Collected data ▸
• • • • • • •
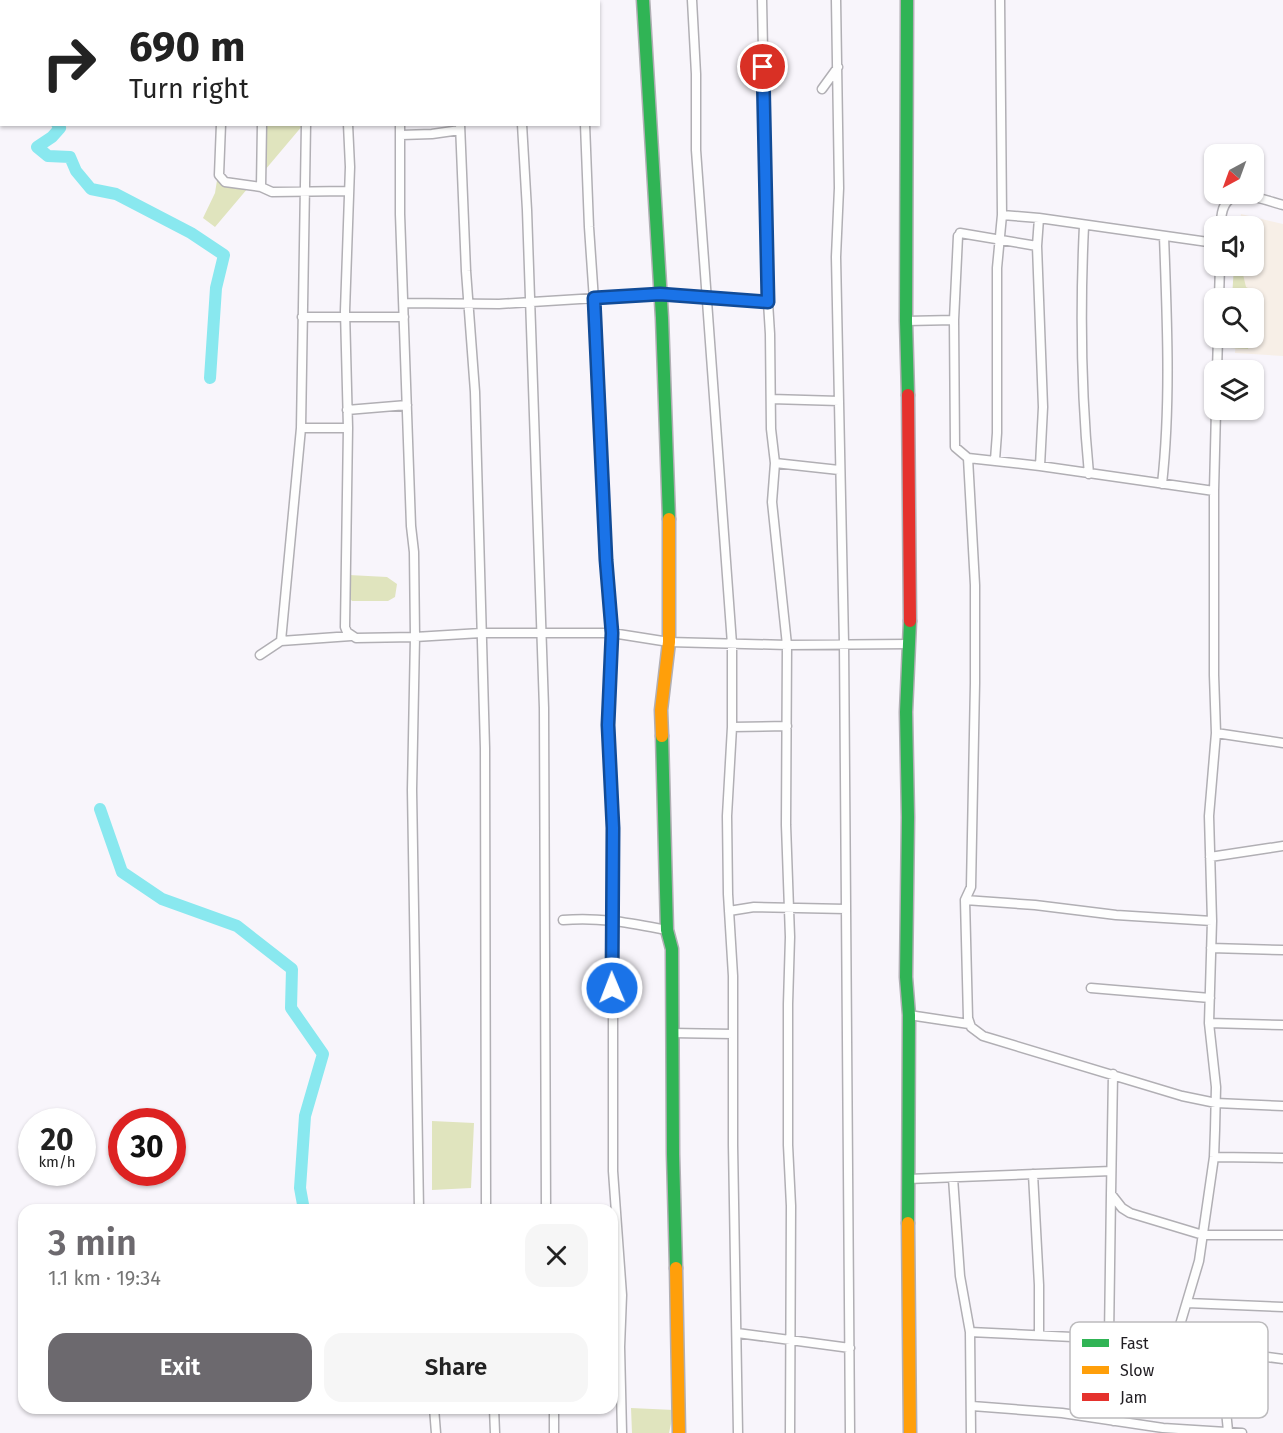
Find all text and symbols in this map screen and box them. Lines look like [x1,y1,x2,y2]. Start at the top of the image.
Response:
text: 690 m [129,22,246,72]
icon: right [30,24,108,102]
pin [737,41,788,92]
icon: arrive [746,50,779,83]
text: Turn right [129,73,249,105]
north arrow [1204,144,1264,204]
map controls [1204,144,1264,420]
button: sound [1204,216,1264,276]
button: search [1204,288,1264,348]
button: layers [1204,360,1264,420]
position arrow [580,956,644,1020]
speed limit sign: 30 [108,1108,186,1186]
text: 20 [40,1122,74,1158]
text: km/h [38,1153,76,1171]
text: 3 min [48,1221,137,1265]
button: close [525,1224,588,1287]
text: 1.1 km · 19:34 [48,1266,161,1290]
legend [1070,1322,1268,1418]
button: Exit [48,1333,312,1402]
button: Share [324,1333,588,1402]
text: Fast [1120,1334,1149,1353]
text: Slow [1120,1361,1155,1380]
text: Jam [1120,1388,1147,1407]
• • • • • • •
Aim of the exercise ▸
The records are to be retyped in full and exactly, with no image carried over.

Result for this task ▸
Find all text and symbols in this map screen and box them. Lines look like [x1,y1,x2,y2]. Start at the top of the image.
Response:
text: 690 m [129,22,246,72]
icon: right [30,24,108,102]
pin [737,41,788,92]
icon: arrive [746,50,779,83]
text: Turn right [129,73,249,105]
north arrow [1204,144,1264,204]
map controls [1204,144,1264,420]
button: sound [1204,216,1264,276]
button: search [1204,288,1264,348]
button: layers [1204,360,1264,420]
position arrow [580,956,644,1020]
speed limit sign: 30 [108,1108,186,1186]
text: 20 [40,1122,74,1158]
text: km/h [38,1153,76,1171]
text: 3 min [48,1221,137,1265]
button: close [525,1224,588,1287]
text: 1.1 km · 19:34 [48,1266,161,1290]
legend [1070,1322,1268,1418]
button: Exit [48,1333,312,1402]
button: Share [324,1333,588,1402]
text: Fast [1120,1334,1149,1353]
text: Slow [1120,1361,1155,1380]
text: Jam [1120,1388,1147,1407]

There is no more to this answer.